2. A method for monitoring the heat of a lithium battery according to claim 1, characterized in that: The calculation process of calculating the operating parameters based on the Bernardi model to generate theoretical heat is: Q theory =I 2 Rt-IT(dU / dT)t; Among them, Q theory is the theoretical heat, I is the current, R is the internal resistance, dU / dT is the temperature entropy coefficient, and t is the charge and discharge time.
3. The method for thermal monitoring of a lithium battery according to claim 1, characterized in that: The calculation process of the temperature error value compensation item of the previous cycle is: Calling a pre-built multivariable nonlinear compensation function, and calculating the battery state of charge, current, temperature, and cycle number of the previous cycle based on the multivariable nonlinear compensation function to generate a compensation value; The difference between the theoretical heat and the temperature data of the previous cycle is calculated, and the compensation value and the difference are processed by the gradient descent method to generate a temperature error value compensation item.

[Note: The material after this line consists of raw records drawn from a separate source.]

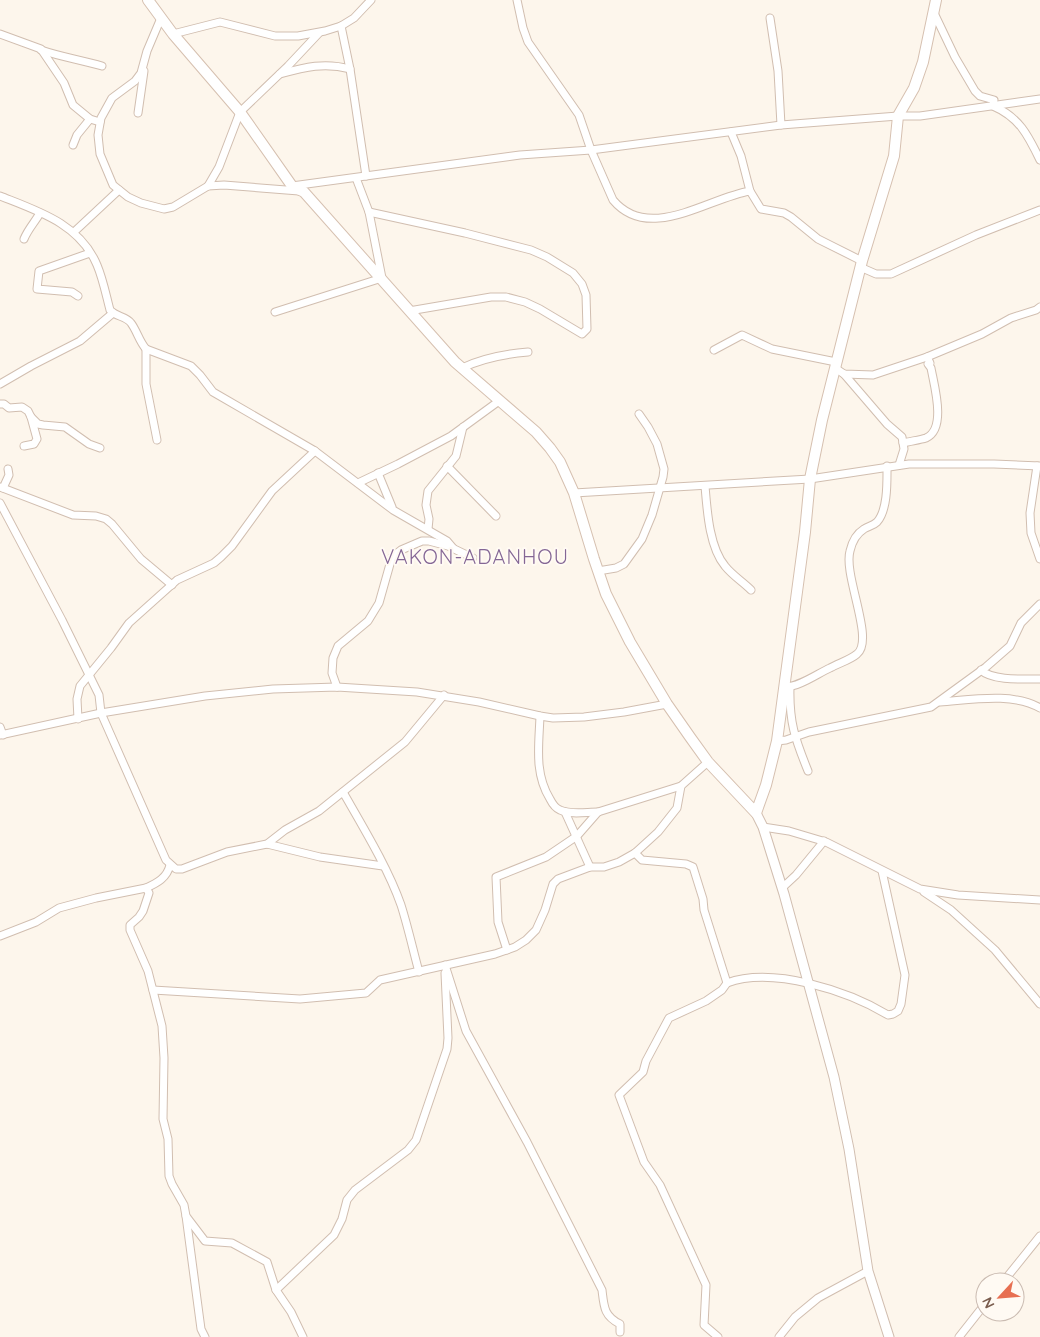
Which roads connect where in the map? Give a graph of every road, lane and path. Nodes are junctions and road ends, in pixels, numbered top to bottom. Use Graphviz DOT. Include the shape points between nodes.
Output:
graph roads {
  1 [pos="148,0"];
  2 [pos="371,0"];
  3 [pos="517,0"];
  4 [pos="936,0"];
  5 [pos="934,13"];
  6 [pos="160,18"];
  7 [pos="770,18"];
  8 [pos="341,26"];
  9 [pos="319,33"];
  10 [pos="0,34"];
  11 [pos="173,34"];
  12 [pos="41,50"];
  13 [pos="147,51"];
  14 [pos="102,66"];
  15 [pos="350,69"];
  16 [pos="280,74"];
  17 [pos="1040,99"];
  18 [pos="993,106"];
  19 [pos="240,112"];
  20 [pos="138,113"];
  21 [pos="898,116"];
  22 [pos="90,119"];
  23 [pos="100,122"];
  24 [pos="781,125"];
  25 [pos="730,132"];
  26 [pos="73,145"];
  27 [pos="591,150"];
  28 [pos="1040,160"];
  29 [pos="366,176"];
  30 [pos="356,178"];
  31 [pos="208,186"];
  32 [pos="292,186"];
  33 [pos="119,190"];
  34 [pos="750,191"];
  35 [pos="304,192"];
  36 [pos="0,196"];
  37 [pos="1040,210"];
  38 [pos="369,212"];
  39 [pos="40,213"];
  40 [pos="74,232"];
  41 [pos="24,239"];
  42 [pos="90,253"];
  43 [pos="861,264"];
  44 [pos="382,278"];
  45 [pos="78,296"];
  46 [pos="1040,307"];
  47 [pos="410,311"];
  48 [pos="275,312"];
  49 [pos="113,313"];
  50 [pos="146,349"];
  51 [pos="714,350"];
  52 [pos="528,352"];
  53 [pos="926,357"];
  54 [pos="462,368"];
  55 [pos="838,368"];
  56 [pos="0,384"];
  57 [pos="499,401"];
  58 [pos="0,404"];
  59 [pos="639,414"];
  60 [pos="31,416"];
  61 [pos="463,427"];
  62 [pos="157,440"];
  63 [pos="903,443"];
  64 [pos="24,446"];
  65 [pos="100,448"];
  66 [pos="315,451"];
  67 [pos="899,465"];
  68 [pos="447,466"];
  69 [pos="887,466"];
  70 [pos="1038,466"];
  71 [pos="8,468"];
  72 [pos="378,473"];
  73 [pos="810,480"];
  74 [pos="358,483"];
  75 [pos="705,486"];
  76 [pos="2,488"];
  77 [pos="660,488"];
  78 [pos="574,493"];
  79 [pos="0,503"];
  80 [pos="394,510"];
  81 [pos="496,516"];
  82 [pos="428,529"];
  83 [pos="452,548"];
  84 [pos="473,558"];
  85 [pos="1040,559"];
  86 [pos="598,572"];
  87 [pos="172,585"];
  88 [pos="751,590"];
  89 [pos="1040,604"];
  90 [pos="981,670"];
  91 [pos="90,676"];
  92 [pos="1040,679"];
  93 [pos="337,687"];
  94 [pos="787,687"];
  95 [pos="444,696"];
  96 [pos="939,702"];
  97 [pos="667,704"];
  98 [pos="1040,708"];
  99 [pos="101,713"];
  100 [pos="540,716"];
  101 [pos="78,719"];
  102 [pos="0,727"];
  103 [pos="1,735"];
  104 [pos="795,737"];
  105 [pos="776,741"];
  106 [pos="708,762"];
  107 [pos="808,771"];
  108 [pos="681,786"];
  109 [pos="343,792"];
  110 [pos="565,812"];
  111 [pos="598,812"];
  112 [pos="756,813"];
  113 [pos="762,827"];
  114 [pos="577,836"];
  115 [pos="824,841"];
  116 [pos="267,844"];
  117 [pos="635,853"];
  118 [pos="170,865"];
  119 [pos="383,866"];
  120 [pos="590,867"];
  121 [pos="882,871"];
  122 [pos="146,888"];
  123 [pos="782,888"];
  124 [pos="920,889"];
  125 [pos="1040,900"];
  126 [pos="0,936"];
  127 [pos="507,950"];
  128 [pos="445,965"];
  129 [pos="419,972"];
  130 [pos="727,983"];
  131 [pos="810,985"];
  132 [pos="153,990"];
  133 [pos="1040,1004"];
  134 [pos="186,1216"];
  135 [pos="1040,1236"];
  136 [pos="868,1271"];
  137 [pos="1010,1272"];
  138 [pos="276,1290"];
  139 [pos="975,1317"];
  140 [pos="620,1332"];
  141 [pos="205,1337"];
  142 [pos="303,1337"];
  143 [pos="718,1337"];
  144 [pos="780,1337"];
  145 [pos="889,1337"];
  146 [pos="959,1337"];
  1 -- 6 [label="main road"];
  2 -- 8 [label="street"];
  3 -- 27 [label="street" via="528,42 579,116"];
  4 -- 5 [label="main road"];
  5 -- 18 [label="street" via="975,91 994,100"];
  5 -- 21 [label="main road" via="914,88"];
  6 -- 11 [label="main road"];
  6 -- 13 [label="street"];
  7 -- 24 [label="street" via="778,71"];
  8 -- 9 [label="street"];
  8 -- 15 [label="street"];
  9 -- 11 [label="street" via="281,37 220,22"];
  9 -- 16 [label="street"];
  10 -- 12 [label="street"];
  11 -- 19 [label="main road"];
  12 -- 14 [label="street"];
  12 -- 22 [label="street" via="64,83 73,105"];
  13 -- 20 [label="street"];
  13 -- 23 [label="street" via="138,78 112,98"];
  15 -- 16 [label="street" via="317,65"];
  15 -- 29 [label="street"];
  16 -- 19 [label="street"];
  17 -- 18 [label="street"];
  18 -- 21 [label="street"];
  18 -- 28 [label="street" via="1018,122"];
  19 -- 31 [label="street"];
  19 -- 32 [label="main road"];
  21 -- 24 [label="street"];
  21 -- 43 [label="main road" via="894,156"];
  22 -- 23 [label="street"];
  22 -- 26 [label="street" via="77,134"];
  23 -- 33 [label="street" via="100,154 109,178"];
  24 -- 25 [label="street"];
  25 -- 27 [label="street"];
  25 -- 34 [label="street" via="741,156"];
  27 -- 29 [label="street" via="520,155"];
  27 -- 34 [label="street" via="614,200 633,216 664,217 688,212"];
  29 -- 30 [label="street"];
  30 -- 32 [label="street"];
  30 -- 38 [label="street"];
  31 -- 33 [label="street" via="164,209 140,203"];
  31 -- 35 [label="street"];
  32 -- 35 [label="main road"];
  33 -- 40 [label="street"];
  34 -- 43 [label="street" via="761,210 784,213 818,239"];
  35 -- 44 [label="main road"];
  36 -- 39 [label="street"];
  37 -- 43 [label="street" via="891,274 876,274"];
  38 -- 44 [label="street"];
  38 -- 47 [label="street" via="531,250 547,257 574,273 582,284 586,295 587,329 582,334 540,309 506,297"];
  39 -- 40 [label="street"];
  39 -- 41 [label="street"];
  40 -- 42 [label="street"];
  42 -- 45 [label="street" via="39,271 37,289 72,292"];
  42 -- 49 [label="street"];
  43 -- 55 [label="main road"];
  44 -- 47 [label="main road"];
  44 -- 48 [label="street"];
  46 -- 53 [label="street"];
  47 -- 54 [label="main road"];
  49 -- 50 [label="street" via="131,323"];
  49 -- 56 [label="street" via="80,341"];
  50 -- 62 [label="street" via="146,384"];
  50 -- 66 [label="street" via="191,366 220,397"];
  51 -- 55 [label="street" via="742,336 772,349"];
  52 -- 54 [label="street" via="509,353"];
  53 -- 55 [label="street" via="873,375"];
  53 -- 63 [label="street" via="930,363 938,413 935,429 928,437"];
  54 -- 57 [label="main road"];
  55 -- 63 [label="street" via="898,433"];
  55 -- 73 [label="main road" via="822,420"];
  57 -- 61 [label="street"];
  57 -- 78 [label="main road" via="550,448"];
  58 -- 60 [label="street" via="9,408 22,407"];
  59 -- 77 [label="street" via="657,444 664,469"];
  60 -- 64 [label="street" via="37,439 34,444"];
  60 -- 65 [label="street" via="43,426 65,427"];
  61 -- 68 [label="street" via="456,456"];
  61 -- 72 [label="street"];
  63 -- 67 [label="street"];
  66 -- 74 [label="street"];
  66 -- 87 [label="street" via="272,491 221,557"];
  67 -- 69 [label="street"];
  67 -- 70 [label="street"];
  68 -- 81 [label="street"];
  68 -- 82 [label="street" via="428,490"];
  69 -- 73 [label="street"];
  69 -- 94 [label="street" via="886,500 879,520 857,534 849,555 863,646 858,653"];
  70 -- 85 [label="street" via="1030,513 1031,533"];
  71 -- 76 [label="street" via="9,475"];
  72 -- 74 [label="street"];
  72 -- 80 [label="street"];
  73 -- 75 [label="street"];
  73 -- 94 [label="main road"];
  74 -- 80 [label="street"];
  75 -- 77 [label="street"];
  75 -- 88 [label="street" via="710,529 718,556"];
  76 -- 87 [label="street" via="73,515 106,519 141,559"];
  77 -- 78 [label="street"];
  77 -- 86 [label="street" via="642,539 624,564"];
  78 -- 86 [label="main road"];
  79 -- 91 [label="street"];
  80 -- 82 [label="street"];
  82 -- 83 [label="street"];
  83 -- 84 [label="street"];
  83 -- 93 [label="street" via="422,541 392,557 379,603 368,621 338,646 332,673"];
  86 -- 97 [label="main road" via="615,614"];
  87 -- 91 [label="street" via="129,623"];
  89 -- 90 [label="street" via="1021,623 1010,646"];
  90 -- 92 [label="street" via="995,677"];
  90 -- 96 [label="street"];
  91 -- 99 [label="street" via="99,695"];
  91 -- 101 [label="street" via="78,692"];
  93 -- 95 [label="street"];
  93 -- 99 [label="street" via="258,690"];
  94 -- 104 [label="street"];
  94 -- 105 [label="main road"];
  95 -- 100 [label="street"];
  95 -- 109 [label="street" via="405,742"];
  96 -- 98 [label="street" via="1007,699 1024,701"];
  96 -- 104 [label="street" via="920,710"];
  97 -- 100 [label="street" via="584,717"];
  97 -- 106 [label="main road"];
  99 -- 101 [label="street"];
  99 -- 118 [label="street"];
  100 -- 110 [label="street" via="538,766 543,787 557,809"];
  101 -- 103 [label="street"];
  102 -- 103 [label="street"];
  104 -- 105 [label="street"];
  104 -- 107 [label="street"];
  105 -- 112 [label="main road"];
  106 -- 108 [label="street"];
  106 -- 112 [label="main road"];
  108 -- 111 [label="street"];
  108 -- 117 [label="street" via="677,808"];
  109 -- 116 [label="street"];
  109 -- 119 [label="street"];
  110 -- 111 [label="street"];
  110 -- 114 [label="street"];
  111 -- 114 [label="street"];
  112 -- 113 [label="street"];
  113 -- 115 [label="street"];
  113 -- 123 [label="street"];
  114 -- 120 [label="street"];
  114 -- 127 [label="street" via="546,857 496,878 498,922"];
  115 -- 121 [label="street"];
  115 -- 123 [label="street"];
  116 -- 118 [label="street" via="227,852 182,869"];
  116 -- 119 [label="street" via="320,857"];
  117 -- 120 [label="street" via="604,867"];
  117 -- 130 [label="street" via="642,860 693,867"];
  118 -- 122 [label="street" via="164,878"];
  119 -- 129 [label="street" via="401,906"];
  120 -- 127 [label="street" via="558,878 536,930 526,940"];
  121 -- 124 [label="street"];
  121 -- 131 [label="street" via="905,975 898,1011 888,1015 828,989"];
  122 -- 126 [label="street" via="59,908 36,922"];
  122 -- 132 [label="street" via="149,893 143,911 130,925 130,930"];
  123 -- 131 [label="street"];
  124 -- 125 [label="street" via="958,895"];
  124 -- 133 [label="street" via="951,910 989,944"];
  127 -- 128 [label="street"];
  128 -- 129 [label="street"];
  128 -- 138 [label="street" via="447,1049 416,1140 408,1150 355,1190 347,1200 334,1235"];
  128 -- 140 [label="street" via="466,1031 542,1171 602,1290 604,1307 610,1319 620,1324"];
  129 -- 132 [label="street" via="380,980 366,993 300,999"];
  130 -- 131 [label="street" via="739,979 770,978"];
  130 -- 143 [label="street" via="706,1001 669,1018 643,1072 619,1095 644,1162 660,1185 706,1285 704,1325"];
  131 -- 136 [label="street" via="843,1116"];
  132 -- 134 [label="street" via="162,1026 163,1120 168,1139 169,1176"];
  134 -- 138 [label="street" via="205,1241 232,1243 267,1262"];
  134 -- 141 [label="street"];
  135 -- 137 [label="street"];
  136 -- 144 [label="street" via="818,1298"];
  136 -- 145 [label="street"];
  138 -- 142 [label="street"];
  139 -- 146 [label="street"];
}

4. A thermal monitoring device for a lithium battery, characterized in that: include: A theoretical heat calculation unit, used to obtain operating parameters of the lithium battery pack and calculate the operating parameters based on the Bernardi model to generate theoretical heat, wherein the theoretical heat includes chemical reaction heat and Joule heat; A data fusion unit, used to obtain temperature data collected by a sensor network configured on the lithium battery pack, and fuse the theoretical heat with the temperature data to generate fused data, wherein the temperature data includes a battery internal temperature and a battery surface temperature; The temperature field distribution unit is used to obtain the temperature error value compensation item of the previous cycle, and generate the temperature field distribution of the lithium battery pack based on the fusion data and the temperature error value compensation item of the previous moment.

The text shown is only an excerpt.